(Pose landmark coordinates)
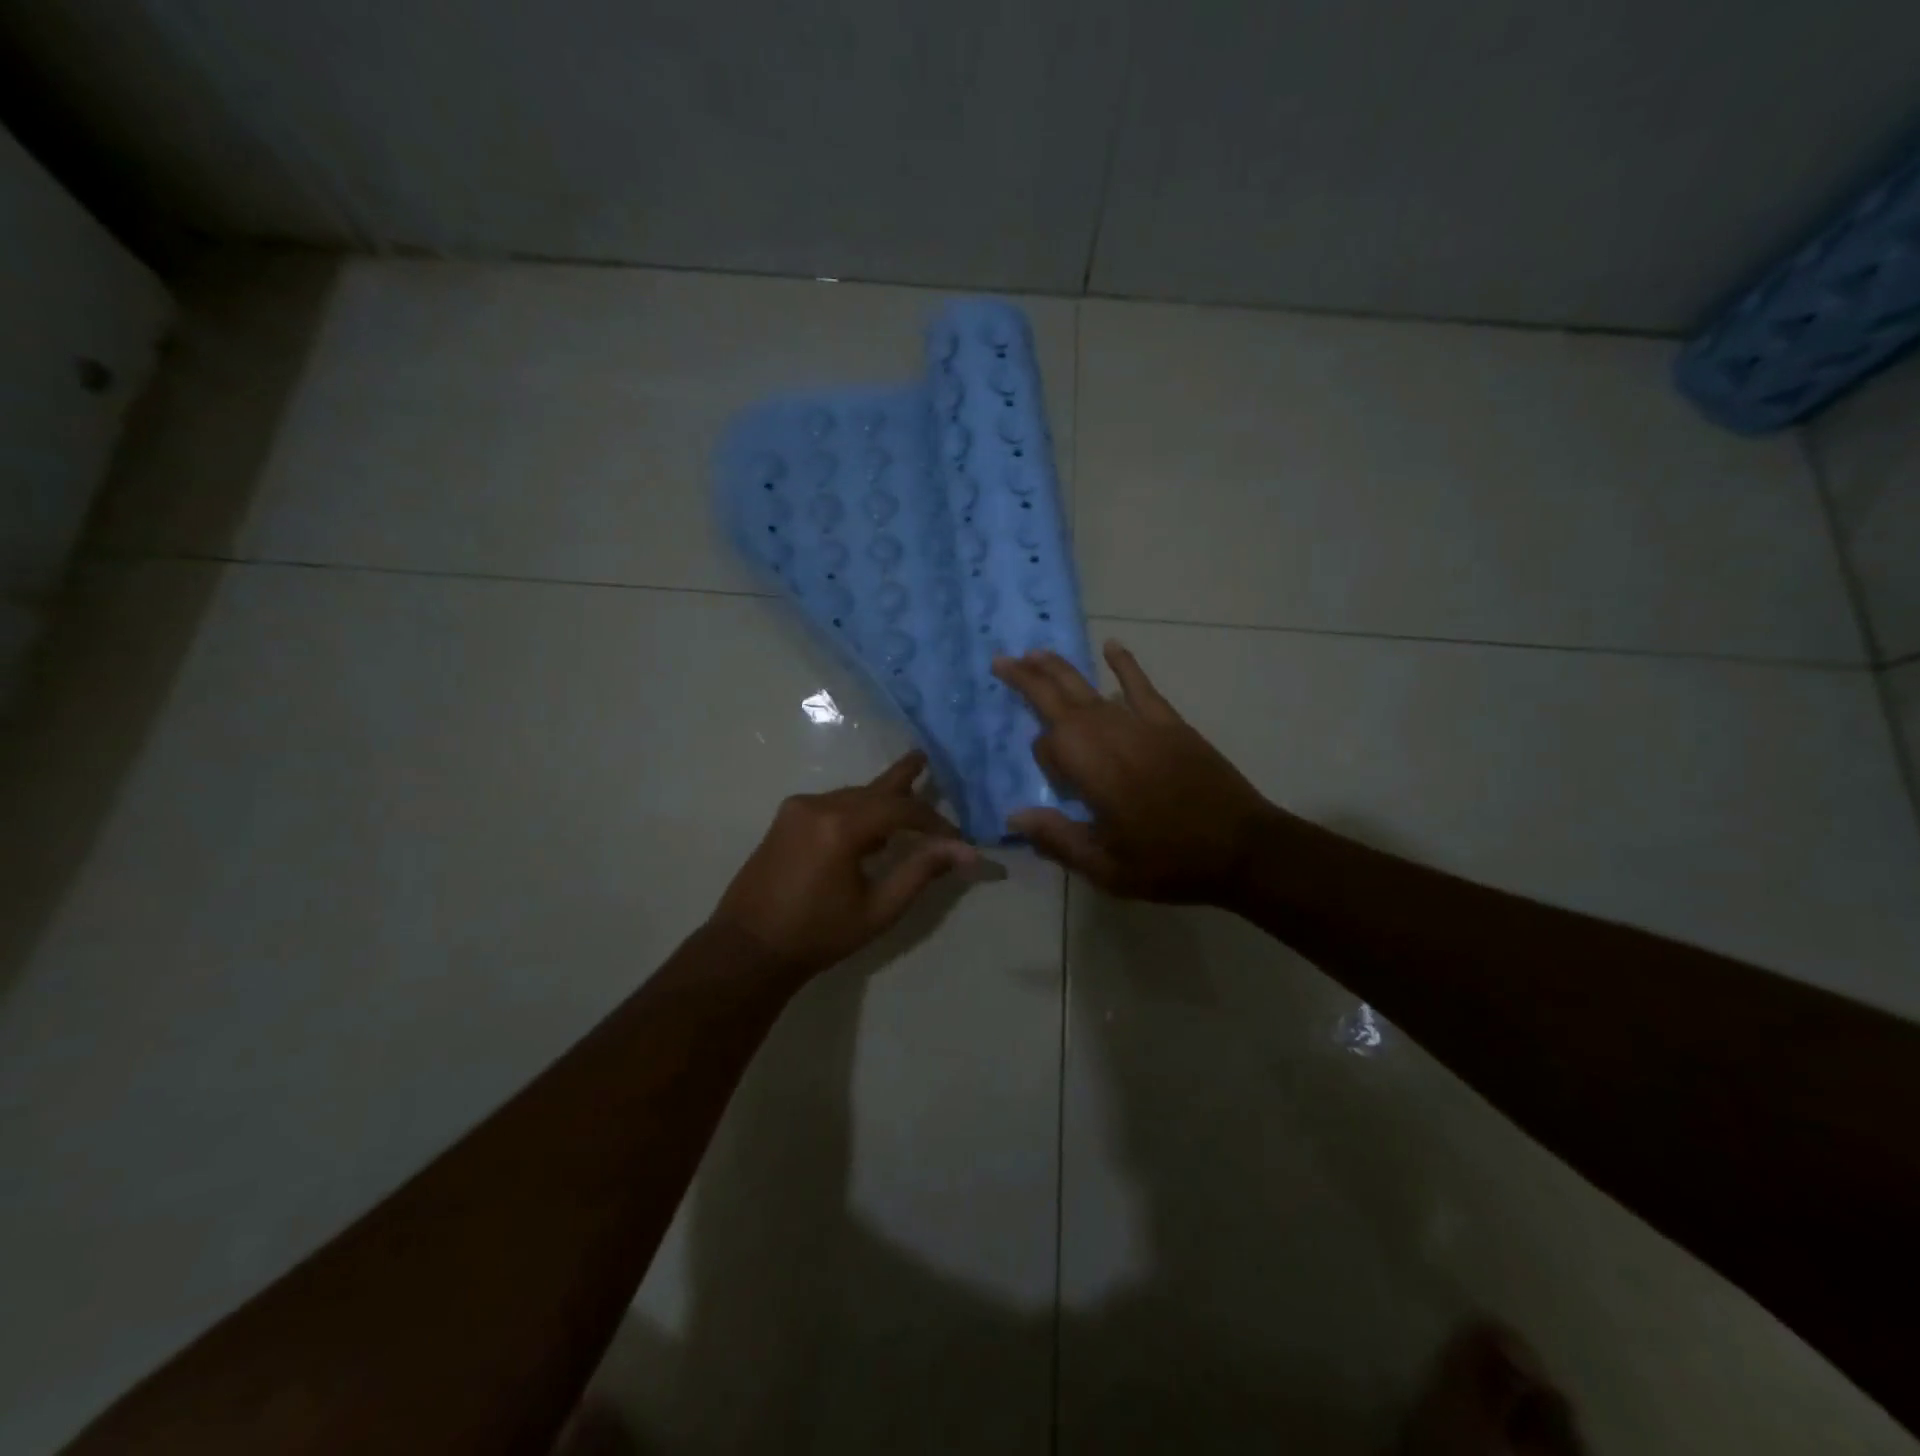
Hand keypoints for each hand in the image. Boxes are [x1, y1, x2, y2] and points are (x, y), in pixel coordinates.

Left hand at [711, 751, 978, 977]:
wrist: (747, 948)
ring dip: (880, 801)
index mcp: (841, 826)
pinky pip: (832, 804)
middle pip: (873, 789)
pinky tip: (869, 827)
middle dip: (904, 781)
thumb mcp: (878, 909)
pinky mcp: (785, 819)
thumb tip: (964, 851)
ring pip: (852, 795)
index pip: (900, 809)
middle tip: (924, 758)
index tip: (955, 839)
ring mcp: (797, 809)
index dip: (933, 821)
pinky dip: (856, 810)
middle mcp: (818, 805)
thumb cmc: (818, 934)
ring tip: (907, 804)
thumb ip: (920, 872)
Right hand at [992, 642, 1285, 902]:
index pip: (1048, 746)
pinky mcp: (1170, 724)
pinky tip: (1111, 645)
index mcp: (1091, 771)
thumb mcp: (1106, 868)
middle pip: (1060, 699)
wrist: (1242, 849)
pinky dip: (1125, 666)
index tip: (1055, 785)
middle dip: (1029, 678)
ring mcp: (1141, 725)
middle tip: (1001, 660)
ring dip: (1060, 671)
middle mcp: (1109, 737)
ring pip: (1091, 689)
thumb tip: (1016, 814)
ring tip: (1035, 654)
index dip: (1044, 760)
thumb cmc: (1169, 863)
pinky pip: (1141, 687)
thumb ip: (1058, 839)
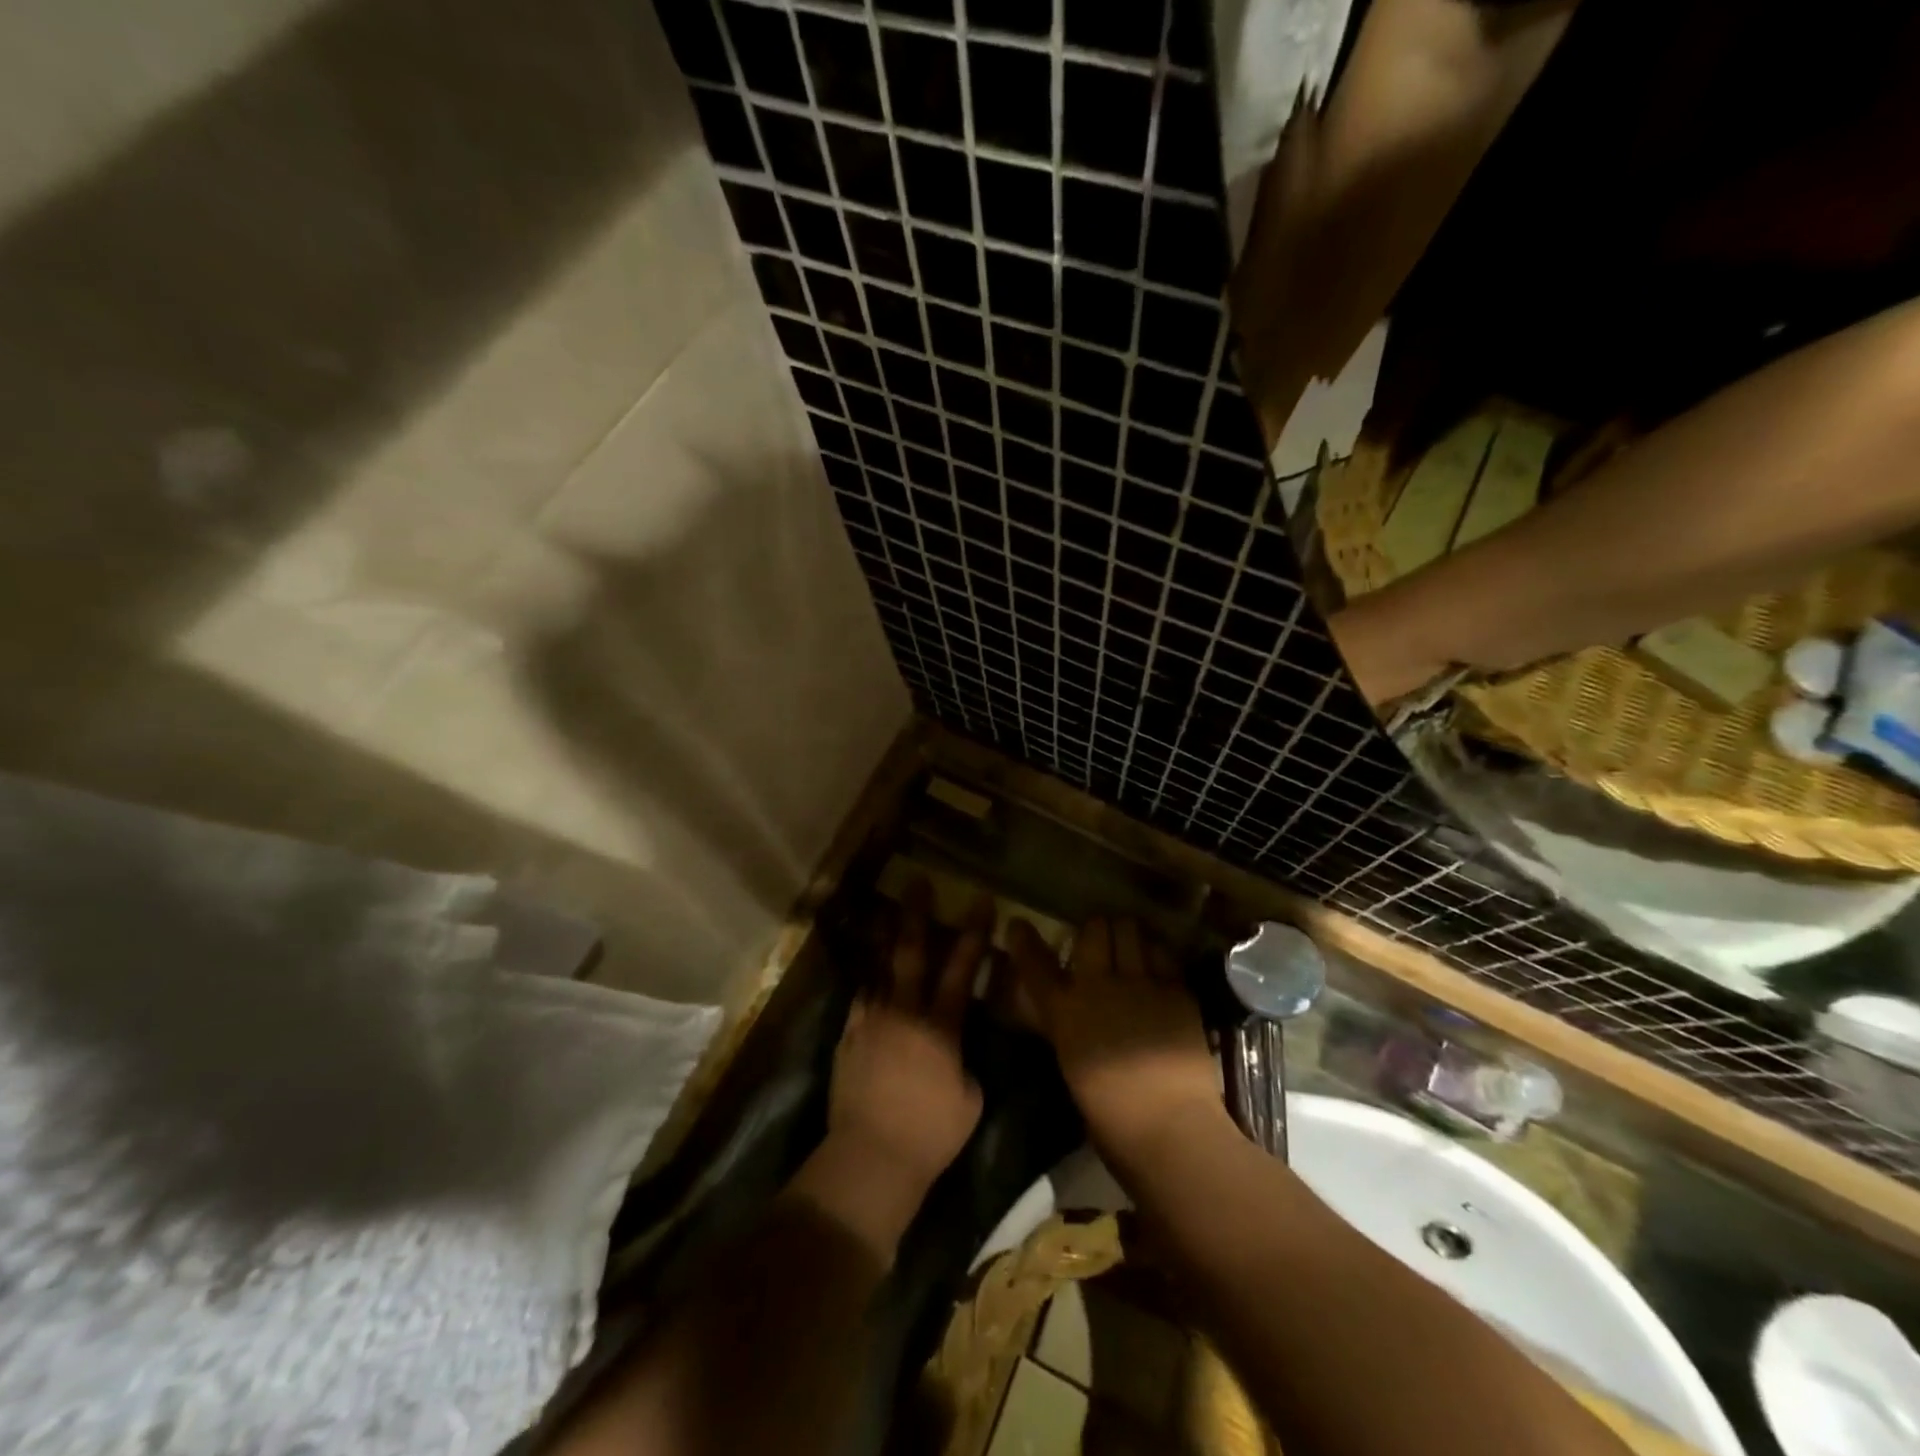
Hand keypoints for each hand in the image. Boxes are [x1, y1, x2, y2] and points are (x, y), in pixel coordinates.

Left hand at [806, 882, 988, 1254]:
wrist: (871, 1157)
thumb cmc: (931, 1134)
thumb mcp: (970, 1098)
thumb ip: (964, 1062)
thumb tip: (956, 1048)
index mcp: (941, 1027)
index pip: (962, 969)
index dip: (974, 933)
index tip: (980, 901)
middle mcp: (904, 1013)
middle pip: (911, 953)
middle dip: (917, 914)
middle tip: (918, 882)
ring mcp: (871, 1021)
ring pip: (879, 968)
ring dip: (886, 937)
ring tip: (888, 909)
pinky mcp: (848, 1036)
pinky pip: (861, 996)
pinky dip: (869, 978)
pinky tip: (871, 968)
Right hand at [1006, 917, 1228, 1168]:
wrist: (1170, 1127)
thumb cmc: (1110, 1115)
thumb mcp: (1072, 1062)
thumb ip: (1065, 1025)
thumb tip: (1065, 1009)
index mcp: (1065, 1011)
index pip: (1035, 963)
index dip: (1023, 940)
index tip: (1018, 925)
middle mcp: (1099, 985)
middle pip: (1095, 928)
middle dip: (1096, 930)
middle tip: (1099, 943)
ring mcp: (1141, 983)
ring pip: (1131, 929)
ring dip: (1127, 933)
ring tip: (1130, 946)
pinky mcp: (1177, 990)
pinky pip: (1163, 954)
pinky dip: (1157, 954)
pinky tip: (1157, 968)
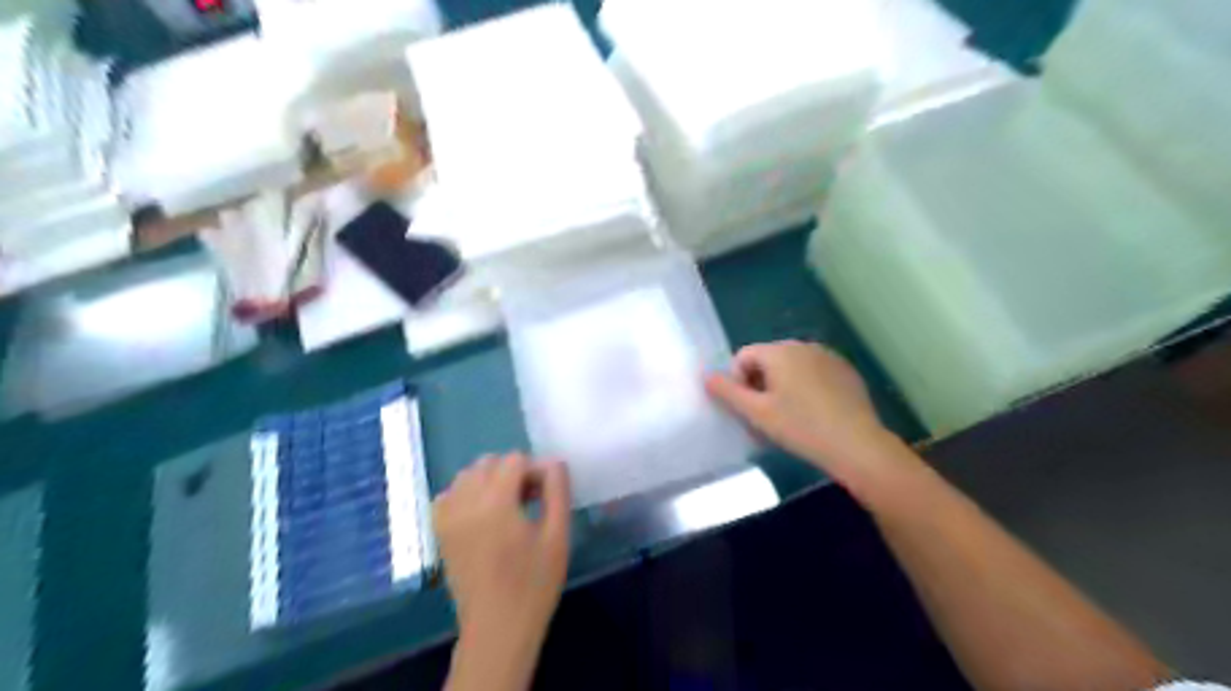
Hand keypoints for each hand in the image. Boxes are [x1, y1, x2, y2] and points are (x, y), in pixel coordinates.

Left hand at [433, 455, 571, 641]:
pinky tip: (481, 513)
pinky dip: (465, 493)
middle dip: (512, 472)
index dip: (535, 471)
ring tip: (507, 506)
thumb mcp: (557, 536)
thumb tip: (554, 462)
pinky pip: (448, 494)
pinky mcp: (440, 532)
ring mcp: (448, 518)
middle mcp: (465, 503)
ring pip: (467, 475)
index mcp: (496, 503)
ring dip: (489, 480)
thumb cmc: (534, 583)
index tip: (546, 494)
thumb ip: (557, 492)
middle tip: (530, 499)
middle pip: (488, 462)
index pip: (514, 460)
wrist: (497, 628)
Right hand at [702, 343, 912, 488]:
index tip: (747, 410)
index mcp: (780, 351)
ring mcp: (828, 357)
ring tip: (789, 419)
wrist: (857, 446)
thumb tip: (706, 376)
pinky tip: (813, 415)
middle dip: (760, 385)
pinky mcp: (846, 372)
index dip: (738, 382)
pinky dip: (806, 389)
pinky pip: (814, 374)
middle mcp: (803, 346)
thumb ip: (727, 392)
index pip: (744, 356)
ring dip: (782, 388)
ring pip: (791, 368)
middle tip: (764, 417)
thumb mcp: (757, 413)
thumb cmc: (801, 428)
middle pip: (768, 360)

Task directions
A faithful copy of every entry is needed, omitting each image.

Exercise answer
Hand keypoints for each hand in the image. Boxes are [x1, y1, x2, y2] and points are (x, y), in pixel coordinates.

Left hand at [711, 751, 978, 977]:
wrist: (747, 948)
ring dip: (880, 801)
index mcp: (841, 826)
pinky pip: (832, 804)
middle pip: (873, 789)
pinky tip: (869, 827)
middle dip: (904, 781)
thumb mcp: (878, 909)
pinky mcp: (785, 819)
thumb tip: (964, 851)
ring pip: (852, 795)
index pip: (900, 809)
middle tip: (924, 758)
index tip: (955, 839)
ring mcp: (797, 809)
index dip: (933, 821)
pinky dip: (856, 810)
middle mcp: (818, 805)
thumb cmc: (818, 934)
ring tip: (907, 804)
thumb ip: (920, 872)
Right hand at [992, 642, 1285, 902]:
index pip: (1048, 746)
pinky mcp: (1170, 724)
pinky tip: (1111, 645)
index mcp: (1091, 771)
thumb mcp: (1106, 868)
middle pip: (1060, 699)
wrist: (1242, 849)
pinky dip: (1125, 666)
index tip: (1055, 785)
middle dip: (1029, 678)
ring mcp: (1141, 725)
middle tip: (1001, 660)
ring dip: (1060, 671)
middle mcp: (1109, 737)
ring pip: (1091, 689)
thumb tip: (1016, 814)
ring tip: (1035, 654)
index dip: (1044, 760)
thumb cmc: (1169, 863)
pinky pip: (1141, 687)
thumb ip: (1058, 839)
Hand keypoints for each hand in the image. Boxes are [x1, y1, x2, y2] and points are (x, y), in pixel coordinates.

Left hand at [806, 882, 988, 1254]:
wrist: (871, 1157)
thumb cmc: (931, 1134)
thumb mcp: (970, 1098)
thumb ip: (964, 1062)
thumb tip: (956, 1048)
index mcp: (941, 1027)
index pip: (962, 969)
index dip: (974, 933)
index tip: (980, 901)
middle mcp: (904, 1013)
middle pip: (911, 953)
middle dip: (917, 914)
middle tip: (918, 882)
ring mcp: (871, 1021)
ring pip: (879, 968)
ring dip: (886, 937)
ring tip: (888, 909)
pinky mcp: (848, 1036)
pinky pip: (861, 996)
pinky dip: (869, 978)
pinky tip: (871, 968)
Right hand at [1006, 917, 1228, 1168]:
wrist: (1170, 1127)
thumb cmc: (1110, 1115)
thumb mcp: (1072, 1062)
thumb ip: (1065, 1025)
thumb tip: (1065, 1009)
index mcp: (1065, 1011)
index pip: (1035, 963)
index dip: (1023, 940)
index tip: (1018, 925)
middle mcp: (1099, 985)
middle pip: (1095, 928)
middle dip: (1096, 930)
middle tip: (1099, 943)
ring mcp: (1141, 983)
ring pip: (1131, 929)
ring dip: (1127, 933)
ring tip: (1130, 946)
pinky mcp: (1177, 990)
pinky pip: (1163, 954)
pinky dip: (1157, 954)
pinky tip: (1157, 968)
Hand keypoints for each hand in the image. Boxes are [x1, y1, x2, y2] and points are (x, y), in pixel coordinates.

Left hand at [433, 455, 571, 641]:
pinky tip: (481, 513)
pinky dip: (465, 493)
middle dip: (512, 472)
index dip: (535, 471)
ring tip: (507, 506)
thumb mcp: (557, 536)
thumb tip: (554, 462)
pinky pip: (448, 494)
pinky mcp: (440, 532)
ring mcp: (448, 518)
middle mcp: (465, 503)
ring pip: (467, 475)
index mcp: (496, 503)
ring dip: (489, 480)
thumb cmc: (534, 583)
index tip: (546, 494)
thumb ip: (557, 492)
middle tip: (530, 499)
middle pip: (488, 462)
index pip: (514, 460)
wrist: (497, 628)
Right hand at [702, 343, 912, 488]:
index tip: (747, 410)
index mcp: (780, 351)
ring mcp: (828, 357)
ring tip: (789, 419)
wrist: (857, 446)
thumb tip: (706, 376)
pinky tip: (813, 415)
middle dip: (760, 385)
pinky mcp: (846, 372)
index dip: (738, 382)
pinky dip: (806, 389)
pinky pip: (814, 374)
middle mcp: (803, 346)
thumb ip: (727, 392)
index pip: (744, 356)
ring dip: (782, 388)
ring pip: (791, 368)
middle tip: (764, 417)
thumb mcp: (757, 413)
thumb cmc: (801, 428)
middle pip: (768, 360)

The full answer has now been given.